> _Material to process_
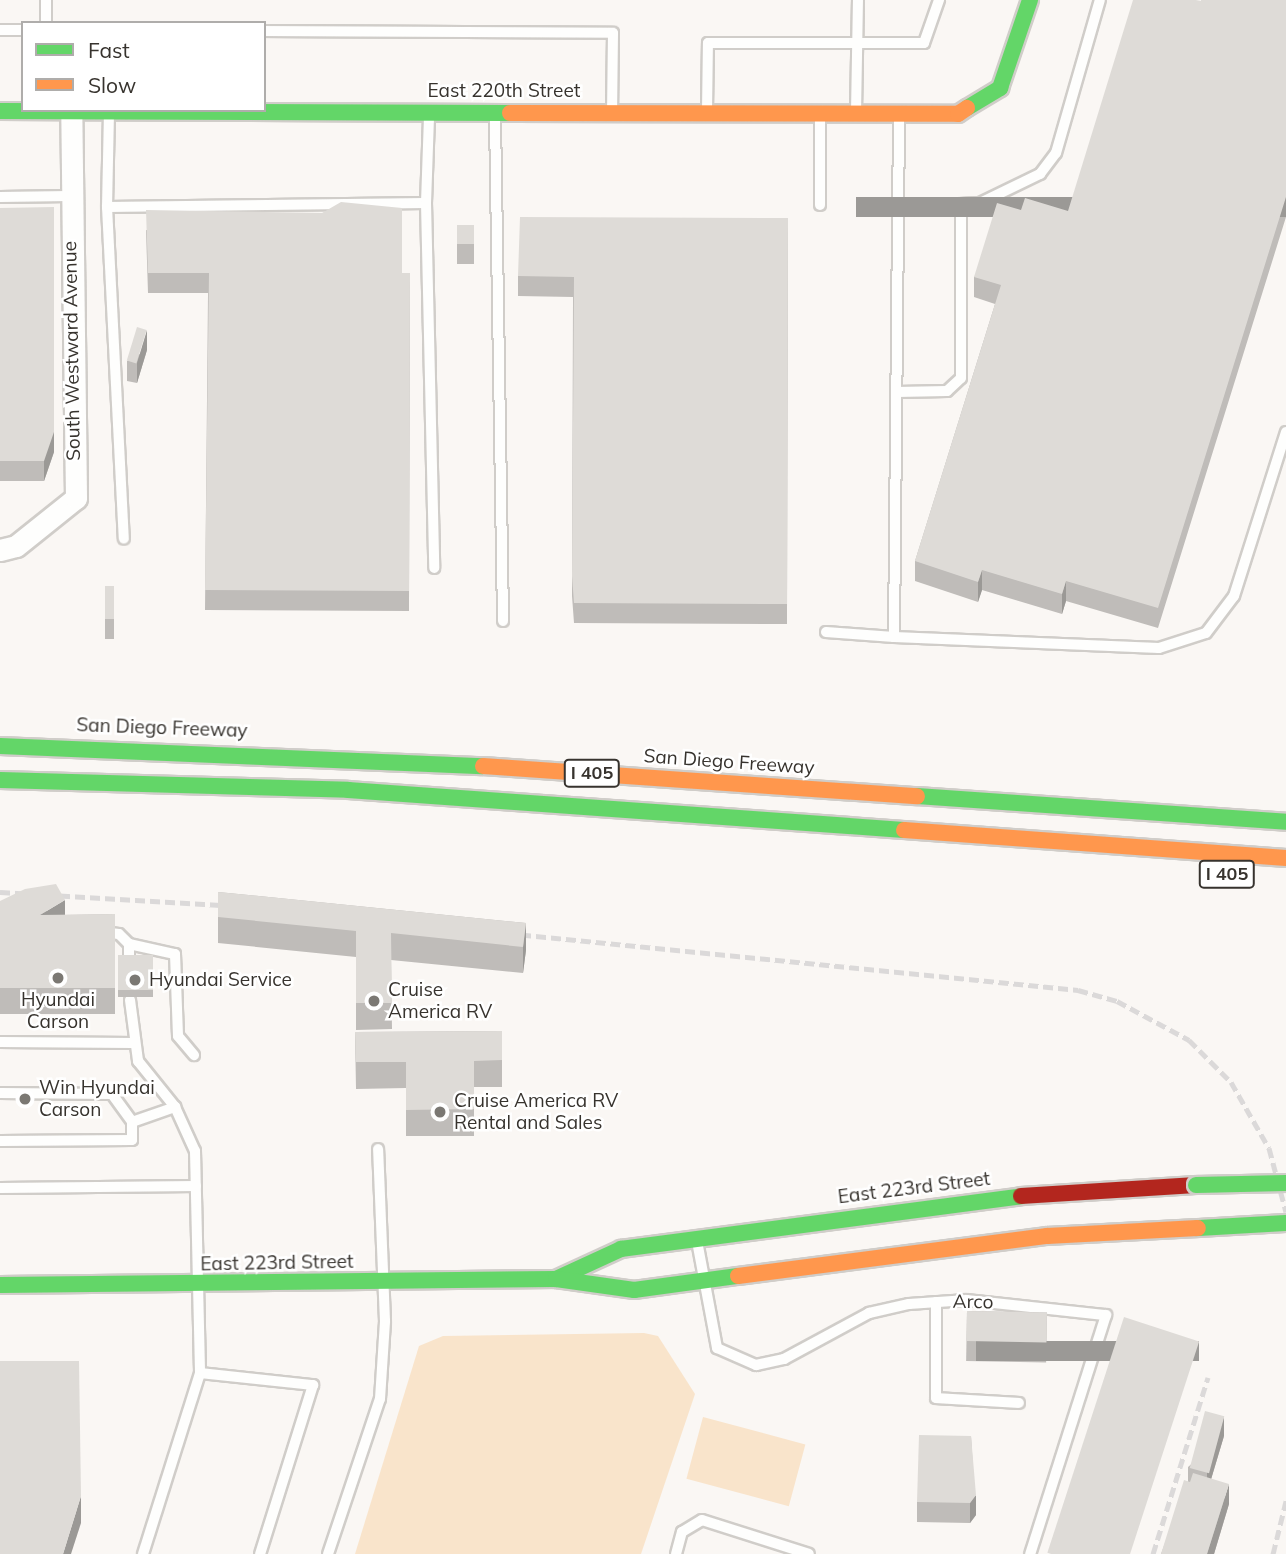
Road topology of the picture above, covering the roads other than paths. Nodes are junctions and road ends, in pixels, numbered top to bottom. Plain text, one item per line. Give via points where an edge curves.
1 (46, 0) edge
2 (858, 0) edge
3 (939, 0) edge
4 (1030, 0) edge
5 (1100, 0) edge
6 (46, 21) edge
7 (0, 30) edge
8 (21, 30) edge
9 (266, 32) edge
10 (857, 43) junction
11 (0, 111) edge
12 (21, 111) edge
13 (266, 111) edge
14 (71, 112) edge
15 (109, 112) edge
16 (429, 112) junction
17 (495, 113) junction
18 (612, 113) junction
19 (707, 113) junction
20 (856, 113) junction
21 (820, 114) junction
22 (899, 114) junction
23 (69, 196) junction
24 (0, 197) edge
25 (426, 203) junction
26 (961, 204) junction
27 (820, 205) dead end
28 (107, 207) junction
29 (898, 207) junction
30 (897, 392) junction
31 (1286, 432) edge
32 (124, 539) dead end
33 (0, 550) edge
34 (434, 568) dead end
35 (503, 621) dead end
36 (826, 632) dead end
37 (894, 637) junction
38 (0, 746) edge
39 (0, 767) edge
40 (0, 780) edge
41 (1286, 822) edge
42 (1174, 842) junction
43 (1286, 843) edge
44 (1286, 858) edge
45 (82, 929) edge
46 (128, 944) junction
47 (129, 959) edge
48 (130, 1000) dead end
49 (0, 1042) edge
50 (132, 1043) junction
51 (194, 1055) dead end
52 (0, 1093) edge
53 (175, 1107) junction
54 (132, 1122) junction
55 (0, 1141) edge
56 (378, 1149) dead end
57 (1286, 1183) edge
58 (196, 1186) junction
59 (0, 1188) edge
60 (1286, 1223) edge
61 (696, 1238) junction
62 (556, 1279) junction
63 (699, 1280) junction
64 (380, 1282) junction
65 (0, 1285) edge
66 (198, 1286) junction
67 (936, 1302) junction
68 (200, 1373) junction
69 (1019, 1403) dead end
70 (143, 1554) edge
71 (260, 1554) edge
72 (328, 1554) edge
73 (676, 1554) edge
74 (809, 1554) edge
75 (1030, 1554) edge

1 - 6 lane
2 - 10 lane
3 - 10 lane via 924,43
4 - 22 main road, East 220th Street via 1000,88 958,114
5 - 26 lane via 1056,153 1040,174 1007,193
7 - 8 lane
9 - 18 lane via 613,33
10 - 19 lane via 708,43
10 - 20 lane
11 - 12 main road, East 220th Street
13 - 16 main road, East 220th Street
14 - 23 street, South Westward Avenue
15 - 28 lane
16 - 17 main road, East 220th Street
16 - 25 lane
17 - 18 main road, East 220th Street
17 - 35 lane
18 - 19 main road, East 220th Street
19 - 21 main road, East 220th Street
20 - 21 main road, East 220th Street
20 - 22 main road, East 220th Street
21 - 27 lane
22 - 29 lane
23 - 24 lane
23 - 33 street, South Westward Avenue via 76,498 16,546
25 - 28 lane
25 - 34 lane
26 - 29 lane
26 - 30 lane via 961,378 947,391
28 - 32 lane
29 - 30 lane
30 - 37 lane
31 - 37 lane via 1234,596 1206,633 1160,648
36 - 37 lane
38 - 41 main road, San Diego Freeway / I 405 via 372,758
39 - 42 main road via 324,777
40 - 42 main road via 348,790
42 - 43 main road
42 - 44 main road
45 - 46 lane via 119,934
46 - 47 lane
46 - 51 lane via 175,954 178,1037
48 - 50 lane
49 - 50 lane
50 - 53 lane via 138,1061
52 - 54 lane via 112,1094
53 - 54 lane
53 - 58 lane via 195,1151
54 - 55 lane via 132,1140
56 - 64 lane
57 - 61 main road, East 223rd Street, bridge via 986,1198
58 - 59 lane
58 - 66 lane
60 - 63 main road, East 223rd Street via 1019,1239
61 - 62 main road, East 223rd Street via 621,1249
61 - 63 lane, Arco
62 - 63 main road, East 223rd Street via 634,1290
62 - 64 main road, East 223rd Street
63 - 67 lane, Arco via 717,1348 757,1365 784,1359 869,1313
64 - 66 main road, East 223rd Street
64 - 72 lane via 385,1321 380,1399
65 - 66 main road, East 223rd Street
66 - 68 lane
67 - 69 lane via 936,1398
67 - 75 lane, Arco via 1044,1305 1106,1315
68 - 70 lane
68 - 71 lane via 313,1385
73 - 74 lane via 682,1532 702,1520

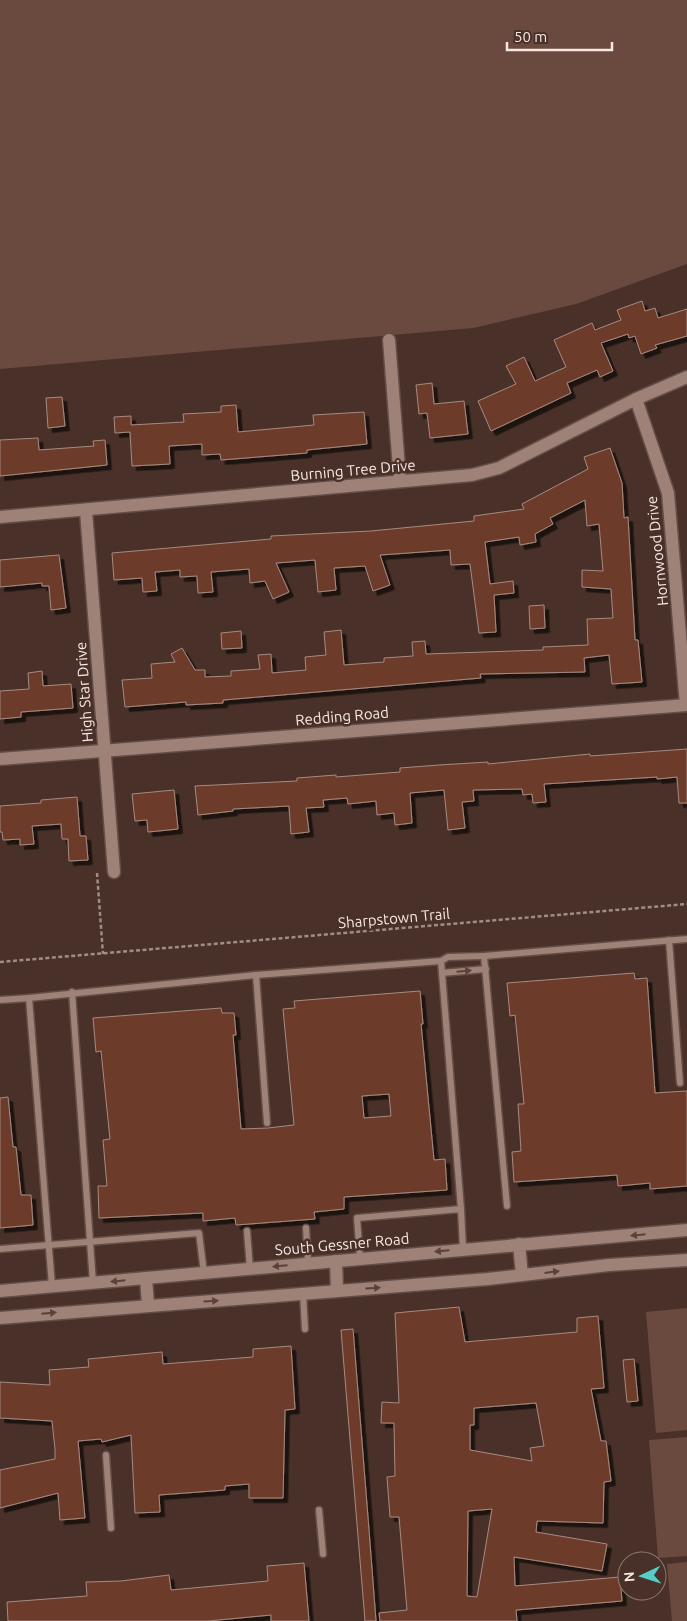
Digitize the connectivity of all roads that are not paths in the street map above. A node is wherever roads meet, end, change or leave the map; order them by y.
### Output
1 (389, 340) dead end
2 (687, 377) edge
3 (636, 399) junction
4 (400, 481) junction
5 (86, 511) junction
6 (0, 517) edge
7 (687, 705) edge
8 (104, 750) junction
9 (0, 759) edge
10 (114, 872) dead end
11 (687, 939) edge
12 (669, 940) junction
13 (484, 956) junction
14 (441, 961) junction
15 (486, 969) junction
16 (442, 973) junction
17 (256, 975) junction
18 (72, 992) junction
19 (29, 998) junction
20 (0, 1000) edge
21 (680, 1083) dead end
22 (268, 1123) dead end
23 (507, 1206) dead end
24 (461, 1209) junction
25 (306, 1228) dead end
26 (687, 1230) edge
27 (247, 1231) dead end
28 (90, 1242) junction
29 (519, 1244) junction
30 (48, 1246) junction
31 (0, 1249) edge
32 (463, 1249) junction
33 (360, 1258) junction
34 (687, 1260) edge
35 (336, 1261) junction
36 (308, 1263) junction
37 (250, 1268) junction
38 (204, 1273) junction
39 (522, 1275) junction
40 (146, 1278) junction
41 (93, 1283) junction
42 (52, 1286) junction
43 (337, 1290) junction
44 (0, 1291) edge
45 (303, 1293) junction
46 (148, 1305) junction
47 (0, 1318) edge
48 (305, 1329) dead end
49 (106, 1456) dead end
50 (319, 1510) dead end
51 (111, 1528) dead end
52 (323, 1554) dead end

1 - 4 street
2 - 3 street, Burning Tree Drive
3 - 4 street, Burning Tree Drive
3 - 7 street, Hornwood Drive
4 - 5 street, Burning Tree Drive
5 - 6 street, Burning Tree Drive
5 - 8 street, High Star Drive
7 - 8 street, Redding Road
8 - 9 street, Redding Road
8 - 10 street, High Star Drive
11 - 12 lane
12 - 13 lane
12 - 21 lane
13 - 14 lane
13 - 15 lane
14 - 16 lane
14 - 17 lane
16 -> 15 lane
15 - 23 lane
16 - 24 lane
17 - 18 lane
17 - 22 lane
18 - 19 lane
18 - 28 lane
19 - 20 lane
19 - 30 lane
24 - 32 lane
24 - 33 lane
25 - 36 lane
26 -> 29 street, South Gessner Road
27 - 37 lane
28 - 30 lane
28 - 38 lane
28 - 41 lane
29 - 32 street, South Gessner Road
29 - 39 street
30 - 31 lane
30 - 42 lane
32 -> 33 street, South Gessner Road
33 - 35 street, South Gessner Road
39 -> 34 street
35 - 36 street, South Gessner Road
35 - 43 street
36 -> 37 street, South Gessner Road
37 - 38 street, South Gessner Road
38 - 40 street, South Gessner Road
43 -> 39 street
40 -> 41 street, South Gessner Road
40 - 46 street
41 - 42 street, South Gessner Road
42 - 44 street, South Gessner Road
43 - 45 street
46 -> 45 street
45 - 48 lane
47 -> 46 street
49 - 51 lane
50 - 52 lane

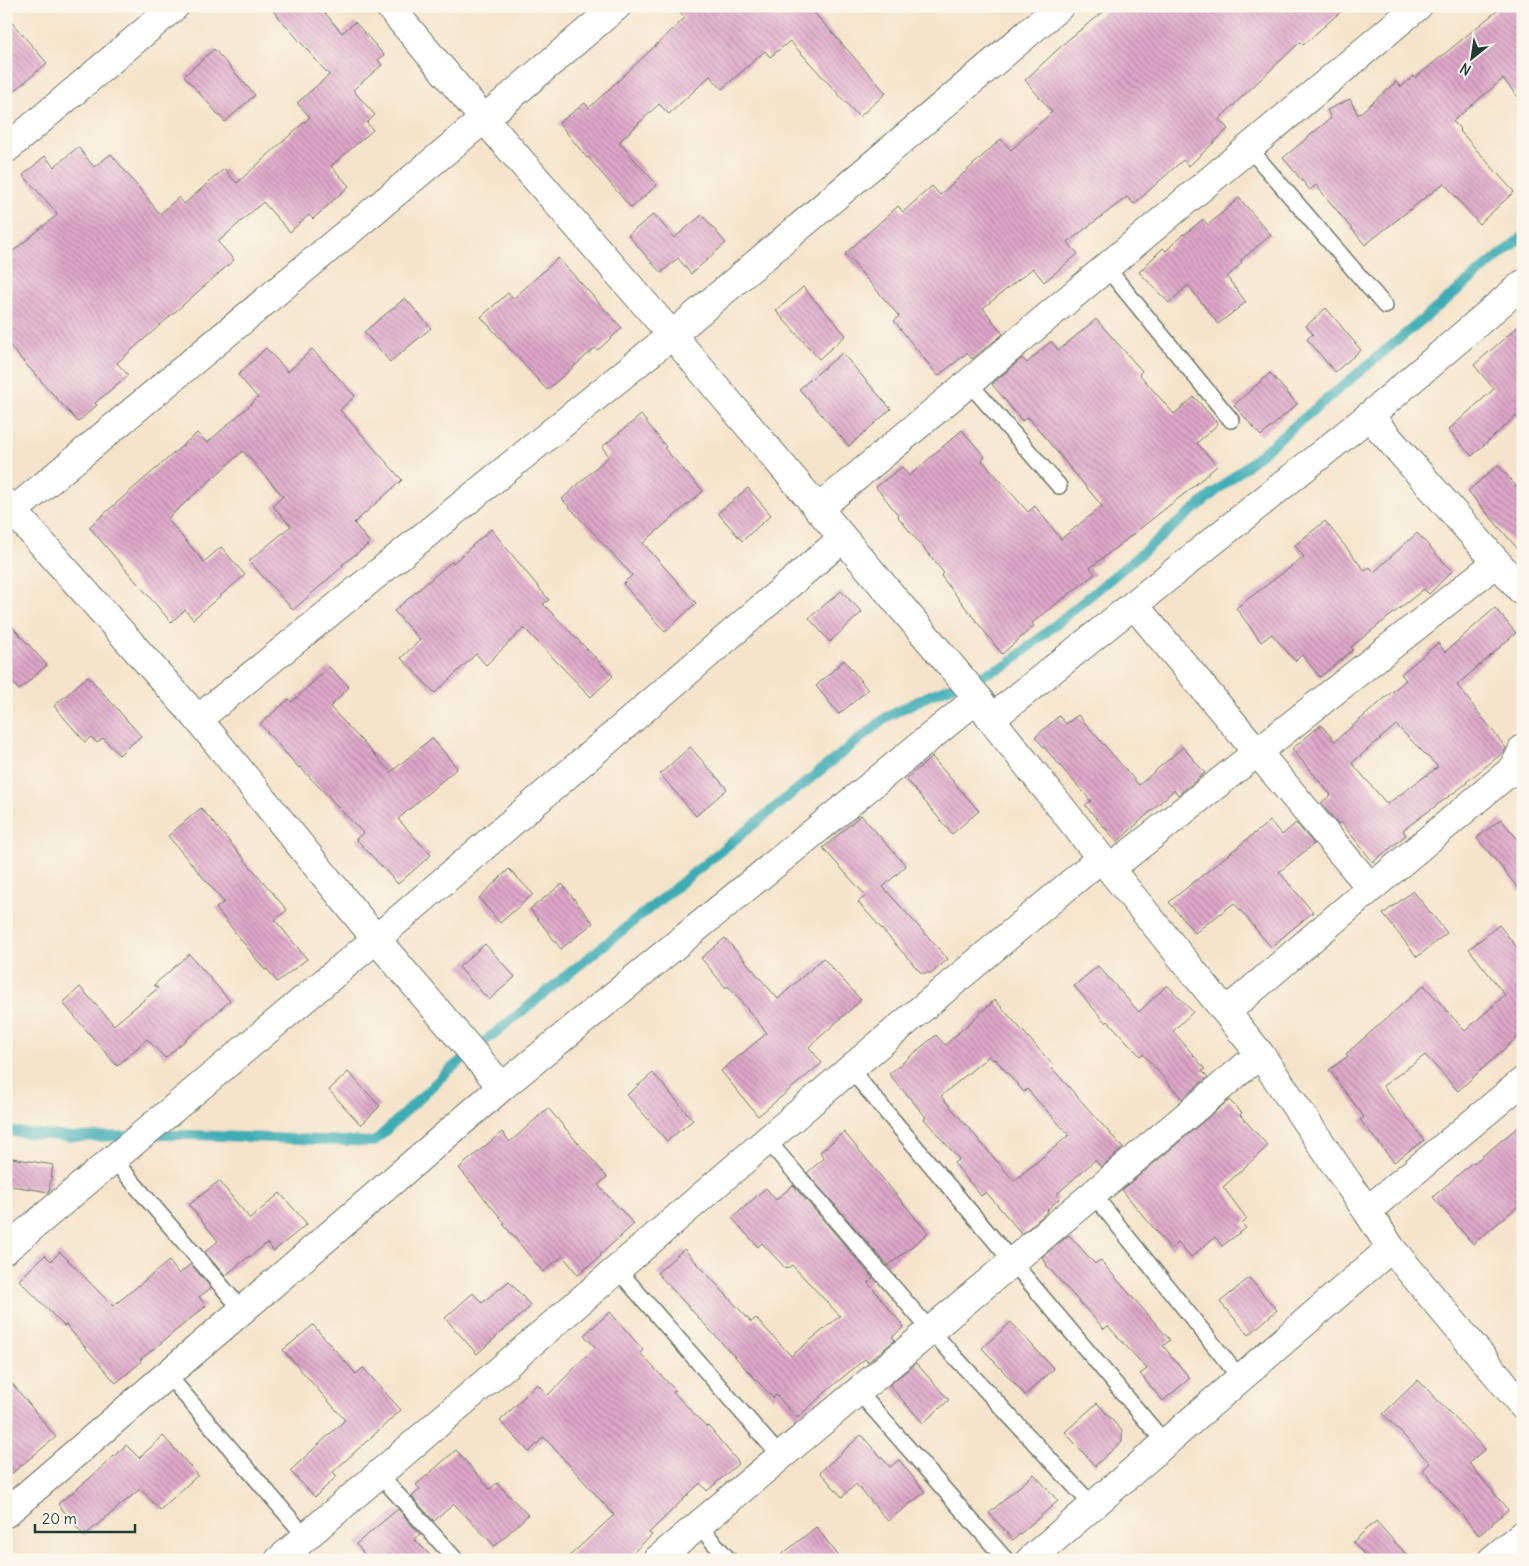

> _Exercise aim_
Please return the records as they stand, word for word, with no pictures.

> _Answer to this exercise_
Road topology of the picture above, covering the roads other than paths. Nodes are junctions and road ends, in pixels, numbered top to bottom. Plain text, one item per line. Give via points where an edge curves.
1 (46, 0) edge
2 (858, 0) edge
3 (939, 0) edge
4 (1030, 0) edge
5 (1100, 0) edge
6 (46, 21) edge
7 (0, 30) edge
8 (21, 30) edge
9 (266, 32) edge
10 (857, 43) junction
11 (0, 111) edge
12 (21, 111) edge
13 (266, 111) edge
14 (71, 112) edge
15 (109, 112) edge
16 (429, 112) junction
17 (495, 113) junction
18 (612, 113) junction
19 (707, 113) junction
20 (856, 113) junction
21 (820, 114) junction
22 (899, 114) junction
23 (69, 196) junction
24 (0, 197) edge
25 (426, 203) junction
26 (961, 204) junction
27 (820, 205) dead end
28 (107, 207) junction
29 (898, 207) junction
30 (897, 392) junction
31 (1286, 432) edge
32 (124, 539) dead end
33 (0, 550) edge
34 (434, 568) dead end
35 (503, 621) dead end
36 (826, 632) dead end
37 (894, 637) junction
38 (0, 746) edge
39 (0, 767) edge
40 (0, 780) edge
41 (1286, 822) edge
42 (1174, 842) junction
43 (1286, 843) edge
44 (1286, 858) edge
45 (82, 929) edge
46 (128, 944) junction
47 (129, 959) edge
48 (130, 1000) dead end
49 (0, 1042) edge
50 (132, 1043) junction
51 (194, 1055) dead end
52 (0, 1093) edge
53 (175, 1107) junction
54 (132, 1122) junction
55 (0, 1141) edge
56 (378, 1149) dead end
57 (1286, 1183) edge
58 (196, 1186) junction
59 (0, 1188) edge
60 (1286, 1223) edge
61 (696, 1238) junction
62 (556, 1279) junction
63 (699, 1280) junction
64 (380, 1282) junction
65 (0, 1285) edge
66 (198, 1286) junction
67 (936, 1302) junction
68 (200, 1373) junction
69 (1019, 1403) dead end
70 (143, 1554) edge
71 (260, 1554) edge
72 (328, 1554) edge
73 (676, 1554) edge
74 (809, 1554) edge
75 (1030, 1554) edge

1 - 6 lane
2 - 10 lane
3 - 10 lane via 924,43
4 - 22 main road, East 220th Street via 1000,88 958,114
5 - 26 lane via 1056,153 1040,174 1007,193
7 - 8 lane
9 - 18 lane via 613,33
10 - 19 lane via 708,43
10 - 20 lane
11 - 12 main road, East 220th Street
13 - 16 main road, East 220th Street
14 - 23 street, South Westward Avenue
15 - 28 lane
16 - 17 main road, East 220th Street
16 - 25 lane
17 - 18 main road, East 220th Street
17 - 35 lane
18 - 19 main road, East 220th Street
19 - 21 main road, East 220th Street
20 - 21 main road, East 220th Street
20 - 22 main road, East 220th Street
21 - 27 lane
22 - 29 lane
23 - 24 lane
23 - 33 street, South Westward Avenue via 76,498 16,546
25 - 28 lane
25 - 34 lane
26 - 29 lane
26 - 30 lane via 961,378 947,391
28 - 32 lane
29 - 30 lane
30 - 37 lane
31 - 37 lane via 1234,596 1206,633 1160,648
36 - 37 lane
38 - 41 main road, San Diego Freeway / I 405 via 372,758
39 - 42 main road via 324,777
40 - 42 main road via 348,790
42 - 43 main road
42 - 44 main road
45 - 46 lane via 119,934
46 - 47 lane
46 - 51 lane via 175,954 178,1037
48 - 50 lane
49 - 50 lane
50 - 53 lane via 138,1061
52 - 54 lane via 112,1094
53 - 54 lane
53 - 58 lane via 195,1151
54 - 55 lane via 132,1140
56 - 64 lane
57 - 61 main road, East 223rd Street, bridge via 986,1198
58 - 59 lane
58 - 66 lane
60 - 63 main road, East 223rd Street via 1019,1239
61 - 62 main road, East 223rd Street via 621,1249
61 - 63 lane, Arco
62 - 63 main road, East 223rd Street via 634,1290
62 - 64 main road, East 223rd Street
63 - 67 lane, Arco via 717,1348 757,1365 784,1359 869,1313
64 - 66 main road, East 223rd Street
64 - 72 lane via 385,1321 380,1399
65 - 66 main road, East 223rd Street
66 - 68 lane
67 - 69 lane via 936,1398
67 - 75 lane, Arco via 1044,1305 1106,1315
68 - 70 lane
68 - 71 lane via 313,1385
73 - 74 lane via 682,1532 702,1520

Digitize the connectivity of all roads that are not paths in the street map above. A node is wherever roads meet, end, change or leave the map; order them by y.
### Output
1 (389, 340) dead end
2 (687, 377) edge
3 (636, 399) junction
4 (400, 481) junction
5 (86, 511) junction
6 (0, 517) edge
7 (687, 705) edge
8 (104, 750) junction
9 (0, 759) edge
10 (114, 872) dead end
11 (687, 939) edge
12 (669, 940) junction
13 (484, 956) junction
14 (441, 961) junction
15 (486, 969) junction
16 (442, 973) junction
17 (256, 975) junction
18 (72, 992) junction
19 (29, 998) junction
20 (0, 1000) edge
21 (680, 1083) dead end
22 (268, 1123) dead end
23 (507, 1206) dead end
24 (461, 1209) junction
25 (306, 1228) dead end
26 (687, 1230) edge
27 (247, 1231) dead end
28 (90, 1242) junction
29 (519, 1244) junction
30 (48, 1246) junction
31 (0, 1249) edge
32 (463, 1249) junction
33 (360, 1258) junction
34 (687, 1260) edge
35 (336, 1261) junction
36 (308, 1263) junction
37 (250, 1268) junction
38 (204, 1273) junction
39 (522, 1275) junction
40 (146, 1278) junction
41 (93, 1283) junction
42 (52, 1286) junction
43 (337, 1290) junction
44 (0, 1291) edge
45 (303, 1293) junction
46 (148, 1305) junction
47 (0, 1318) edge
48 (305, 1329) dead end
49 (106, 1456) dead end
50 (319, 1510) dead end
51 (111, 1528) dead end
52 (323, 1554) dead end

1 - 4 street
2 - 3 street, Burning Tree Drive
3 - 4 street, Burning Tree Drive
3 - 7 street, Hornwood Drive
4 - 5 street, Burning Tree Drive
5 - 6 street, Burning Tree Drive
5 - 8 street, High Star Drive
7 - 8 street, Redding Road
8 - 9 street, Redding Road
8 - 10 street, High Star Drive
11 - 12 lane
12 - 13 lane
12 - 21 lane
13 - 14 lane
13 - 15 lane
14 - 16 lane
14 - 17 lane
16 -> 15 lane
15 - 23 lane
16 - 24 lane
17 - 18 lane
17 - 22 lane
18 - 19 lane
18 - 28 lane
19 - 20 lane
19 - 30 lane
24 - 32 lane
24 - 33 lane
25 - 36 lane
26 -> 29 street, South Gessner Road
27 - 37 lane
28 - 30 lane
28 - 38 lane
28 - 41 lane
29 - 32 street, South Gessner Road
29 - 39 street
30 - 31 lane
30 - 42 lane
32 -> 33 street, South Gessner Road
33 - 35 street, South Gessner Road
39 -> 34 street
35 - 36 street, South Gessner Road
35 - 43 street
36 -> 37 street, South Gessner Road
37 - 38 street, South Gessner Road
38 - 40 street, South Gessner Road
43 -> 39 street
40 -> 41 street, South Gessner Road
40 - 46 street
41 - 42 street, South Gessner Road
42 - 44 street, South Gessner Road
43 - 45 street
46 -> 45 street
45 - 48 lane
47 -> 46 street
49 - 51 lane
50 - 52 lane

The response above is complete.